Council, as part of the proposal, will also reduce and standardise the level of subsidy for waste to landfill to 50 percent by 2016/17.
To achieve the reduced rate of subsidisation, most transfer station gate fees will increase over the next three years commencing in August.
Council resolved to implement the changes after a review identified some items were being subsidised by as much as 91 percent.
The move will eventually see transfer station users and council contribute an equal amount to the cost of waste management.
A flat fee of $10 per visit has been introduced for people disposing of commingled recycling (items accepted in the kerbside recycling bin), scrap metal, vehicle batteries and motor oil.
Mayor, Cr Kevin Erwin said council called for a review of the gate fees in late 2013, in response to community concern about the prices being charged to dispose of waste materials.
"The review identified that the service is heavily subsidised," he said.
"Even if people don't use the transfer stations, they are making a significant contribution to the running costs through rates and charges."
Transfer station gate fees in the Northern Grampians Shire currently cover about 25 per cent of the running cost of sites in Halls Gap, St Arnaud and Stawell, with the remainder absorbed by ratepayers through fees and charges.
Cr Erwin said transfer stations were expensive to operate, and moving towards a user-pays arrangement was a fairer system.
"The costs of operating a transfer station relate to the sorting, storage, processing and transport of materials, as well as staffing and site maintenance," he said.
"Some members of the community believe waste facilities should be provided free of charge to the user. The reality is that if council was to remove the gate fees, the costs to provide the service would need to be derived either through general rates or other fees and charges set by council. In other words, people would be paying extra for other services to cover transfer station costs."

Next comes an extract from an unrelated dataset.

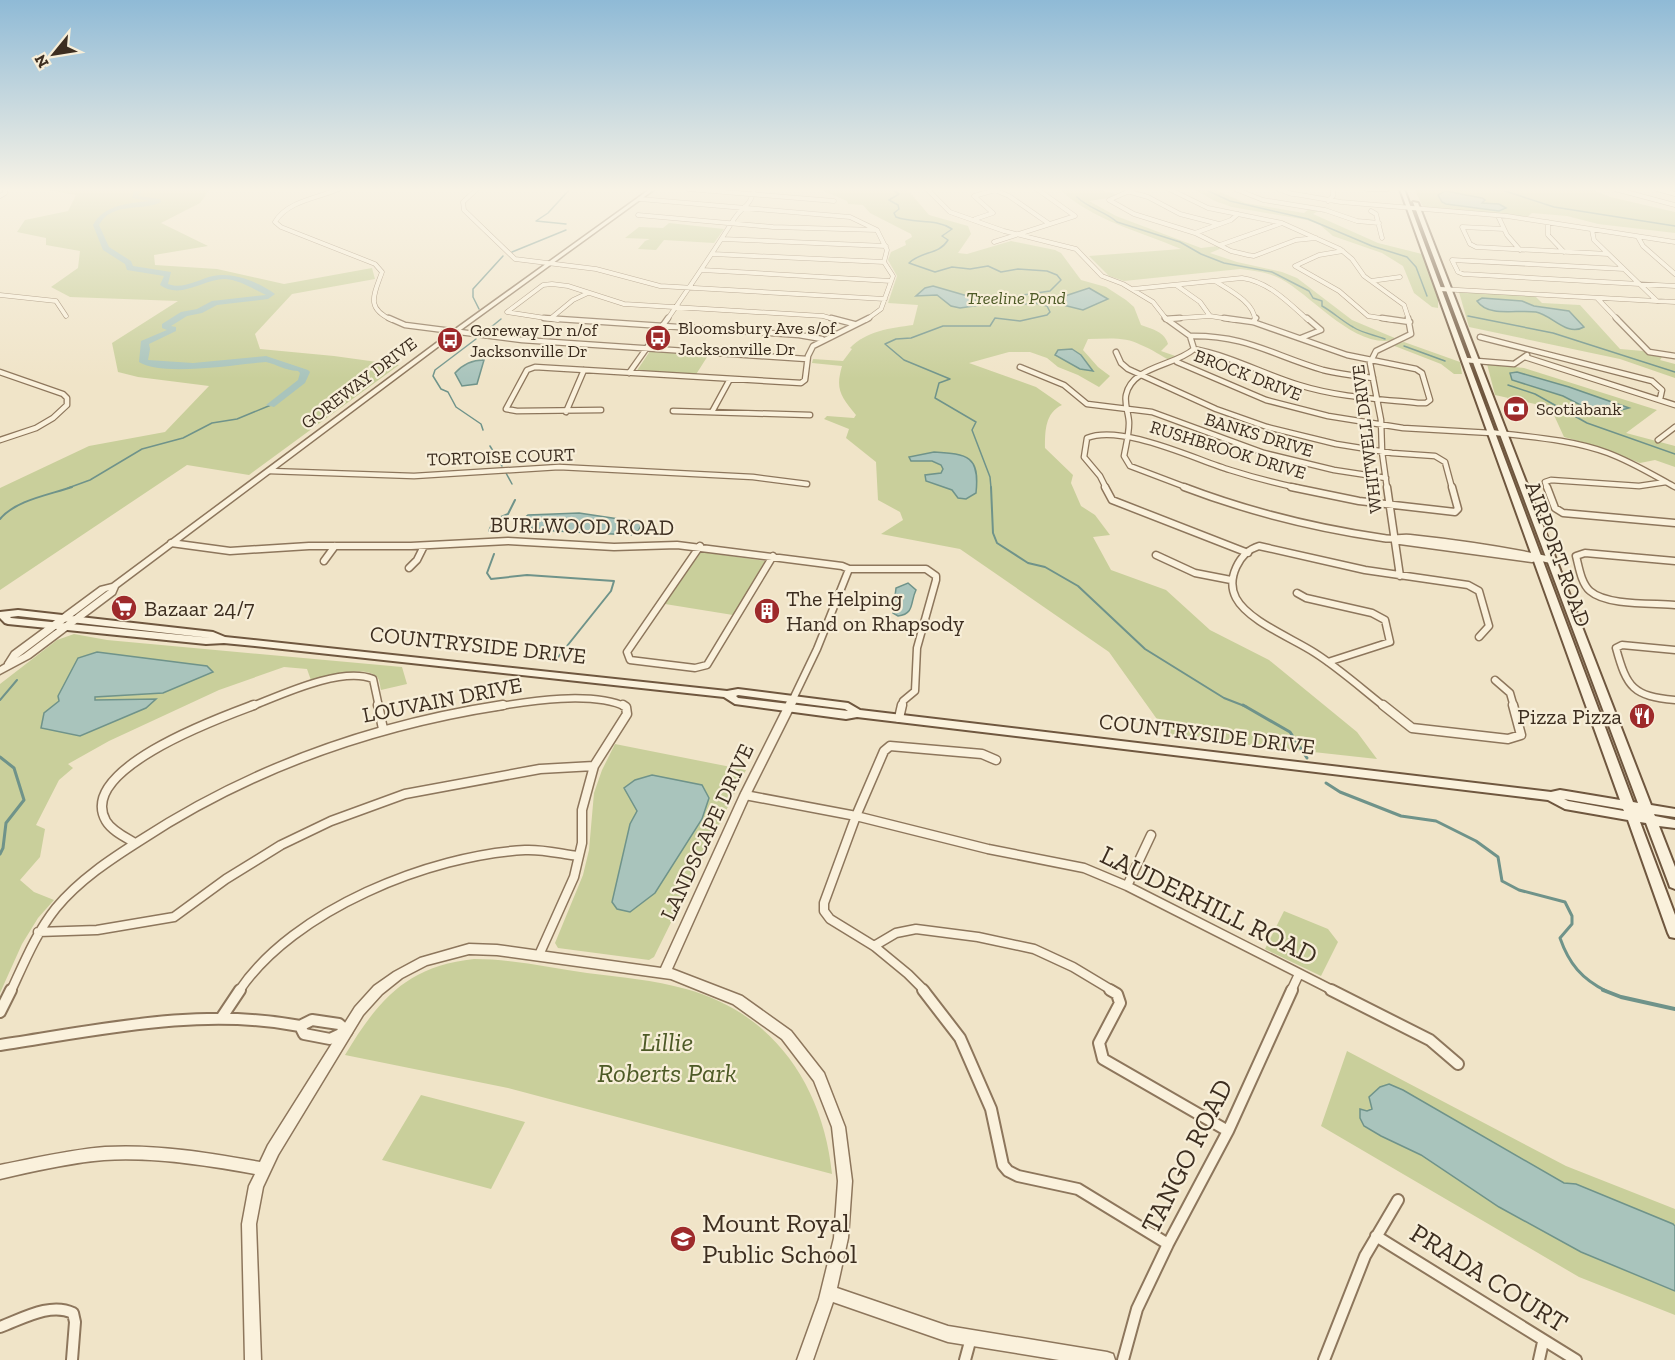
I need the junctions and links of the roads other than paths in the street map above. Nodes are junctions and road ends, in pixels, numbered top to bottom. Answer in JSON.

Cr Erwin said in three years' time, the amount people are asked to pay at the transfer station gate will be equal to the amount council contributes towards disposing or recycling the item.

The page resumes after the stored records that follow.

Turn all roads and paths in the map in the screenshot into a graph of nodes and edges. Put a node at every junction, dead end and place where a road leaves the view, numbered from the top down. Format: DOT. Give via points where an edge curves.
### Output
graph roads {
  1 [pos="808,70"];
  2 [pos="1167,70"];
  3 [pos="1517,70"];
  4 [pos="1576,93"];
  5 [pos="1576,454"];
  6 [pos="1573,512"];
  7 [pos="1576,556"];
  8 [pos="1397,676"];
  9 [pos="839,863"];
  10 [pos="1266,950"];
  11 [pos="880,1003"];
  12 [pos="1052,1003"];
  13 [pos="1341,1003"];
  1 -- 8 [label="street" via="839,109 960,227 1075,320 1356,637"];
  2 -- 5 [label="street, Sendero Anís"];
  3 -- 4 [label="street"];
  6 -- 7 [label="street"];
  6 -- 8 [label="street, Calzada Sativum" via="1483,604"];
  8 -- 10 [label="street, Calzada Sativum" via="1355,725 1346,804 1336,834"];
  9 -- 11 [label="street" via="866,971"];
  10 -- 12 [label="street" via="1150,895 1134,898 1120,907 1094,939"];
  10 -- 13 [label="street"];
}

"This means if you have paid $20 at the gate, Council has also contributed $20 of ratepayers' money towards your item."
Team Leader Environment and Community Protection, Daryl Schuyler said there is a popular misconception that recycling is free.
He said the same costs to provide the transfer station services (apart from landfill charges) apply to recycling and processing as they do to general waste.

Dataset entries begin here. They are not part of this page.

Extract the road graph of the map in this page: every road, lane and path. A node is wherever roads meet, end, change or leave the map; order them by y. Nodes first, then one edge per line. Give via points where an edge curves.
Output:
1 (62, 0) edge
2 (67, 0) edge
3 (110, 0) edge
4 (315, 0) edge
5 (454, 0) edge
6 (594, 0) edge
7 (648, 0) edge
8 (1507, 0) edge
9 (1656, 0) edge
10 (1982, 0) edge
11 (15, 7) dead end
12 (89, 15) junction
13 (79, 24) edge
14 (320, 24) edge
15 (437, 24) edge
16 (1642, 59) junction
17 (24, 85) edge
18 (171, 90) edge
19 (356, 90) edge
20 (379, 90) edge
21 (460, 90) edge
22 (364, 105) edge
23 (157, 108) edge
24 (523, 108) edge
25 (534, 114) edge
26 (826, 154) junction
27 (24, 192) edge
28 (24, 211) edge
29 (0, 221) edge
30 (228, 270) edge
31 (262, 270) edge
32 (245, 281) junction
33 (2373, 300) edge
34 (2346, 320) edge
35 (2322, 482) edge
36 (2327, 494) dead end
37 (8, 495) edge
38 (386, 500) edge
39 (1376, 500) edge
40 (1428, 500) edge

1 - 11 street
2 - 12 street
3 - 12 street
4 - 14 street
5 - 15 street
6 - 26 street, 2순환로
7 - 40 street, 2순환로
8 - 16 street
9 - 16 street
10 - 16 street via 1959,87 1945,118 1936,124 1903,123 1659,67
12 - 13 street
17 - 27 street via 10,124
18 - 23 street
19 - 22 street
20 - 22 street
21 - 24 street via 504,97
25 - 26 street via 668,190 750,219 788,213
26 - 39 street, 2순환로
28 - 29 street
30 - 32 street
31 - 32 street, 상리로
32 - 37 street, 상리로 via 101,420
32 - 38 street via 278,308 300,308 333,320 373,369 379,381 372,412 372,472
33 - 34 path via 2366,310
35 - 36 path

"The reality is that there is a considerable cost to council to provide a recycling or re-use facility for the community," he said.
"This is rarely considered or acknowledged when setting gate fees associated with recycled or processed materials which are kept out of landfill."
Mr Schuyler said figures that reveal council spends about $1,000 per annum removing illegally dumped materials from roadsides highlights the majority of people are choosing to dispose of their unwanted materials in the appropriate way including paying the set gate fees.
"Historically council fees and charges at the transfer stations, along with the opening hours, are blamed for the illegal dumping of waste in the parks and forests within the municipality," he said.
"However, dumping materials at sites other than approved waste facilities has always occurred even when council had no gate fees and when the transfer stations were open all the time (not fenced) to the general public."
Information brochures on the changes to the transfer station gate fees are available at transfer stations and council's customer service centres in Stawell and St Arnaud.